--- DATA EXTRACT Enclosed Below ---

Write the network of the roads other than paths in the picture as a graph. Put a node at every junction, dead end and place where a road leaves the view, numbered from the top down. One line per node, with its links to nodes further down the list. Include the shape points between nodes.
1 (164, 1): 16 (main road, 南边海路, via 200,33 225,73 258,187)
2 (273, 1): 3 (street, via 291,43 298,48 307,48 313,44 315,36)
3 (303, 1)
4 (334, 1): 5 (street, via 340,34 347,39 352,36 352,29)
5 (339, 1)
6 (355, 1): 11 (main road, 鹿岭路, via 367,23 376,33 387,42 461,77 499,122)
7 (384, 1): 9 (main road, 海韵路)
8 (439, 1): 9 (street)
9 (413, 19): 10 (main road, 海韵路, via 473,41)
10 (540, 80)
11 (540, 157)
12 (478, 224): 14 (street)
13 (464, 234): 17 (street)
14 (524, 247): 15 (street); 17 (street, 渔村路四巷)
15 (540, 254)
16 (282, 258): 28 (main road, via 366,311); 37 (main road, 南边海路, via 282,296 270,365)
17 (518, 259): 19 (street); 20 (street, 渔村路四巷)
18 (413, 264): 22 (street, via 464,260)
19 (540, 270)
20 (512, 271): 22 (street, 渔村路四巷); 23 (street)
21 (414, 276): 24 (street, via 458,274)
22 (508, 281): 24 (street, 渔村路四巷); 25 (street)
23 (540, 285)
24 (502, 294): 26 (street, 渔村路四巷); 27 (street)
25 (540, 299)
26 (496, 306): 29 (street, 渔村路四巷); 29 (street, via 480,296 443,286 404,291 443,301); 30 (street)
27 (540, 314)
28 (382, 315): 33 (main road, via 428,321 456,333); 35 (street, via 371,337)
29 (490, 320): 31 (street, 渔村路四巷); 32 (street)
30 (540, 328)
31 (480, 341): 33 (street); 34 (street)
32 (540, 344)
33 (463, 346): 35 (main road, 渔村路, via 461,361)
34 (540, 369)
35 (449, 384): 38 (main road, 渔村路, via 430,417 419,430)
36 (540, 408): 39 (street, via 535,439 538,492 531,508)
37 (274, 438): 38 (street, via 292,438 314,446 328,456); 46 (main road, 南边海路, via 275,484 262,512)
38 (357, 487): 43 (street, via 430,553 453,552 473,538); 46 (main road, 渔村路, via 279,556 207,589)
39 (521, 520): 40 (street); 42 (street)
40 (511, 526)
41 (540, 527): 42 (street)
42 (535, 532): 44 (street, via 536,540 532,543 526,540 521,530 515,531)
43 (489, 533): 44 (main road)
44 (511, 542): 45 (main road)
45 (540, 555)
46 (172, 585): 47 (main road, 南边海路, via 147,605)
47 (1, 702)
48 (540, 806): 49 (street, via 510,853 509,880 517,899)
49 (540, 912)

--- End of Enclosed DATA EXTRACT ---

Please go through the data and copy each line containing the word "渔村路四巷".

| RESULT |
14 (524, 247): 15 (street); 17 (street, 渔村路四巷)
17 (518, 259): 19 (street); 20 (street, 渔村路四巷)
20 (512, 271): 22 (street, 渔村路四巷); 23 (street)
22 (508, 281): 24 (street, 渔村路四巷); 25 (street)
24 (502, 294): 26 (street, 渔村路四巷); 27 (street)
26 (496, 306): 29 (street, 渔村路四巷); 29 (street, via 480,296 443,286 404,291 443,301); 30 (street)
29 (490, 320): 31 (street, 渔村路四巷); 32 (street)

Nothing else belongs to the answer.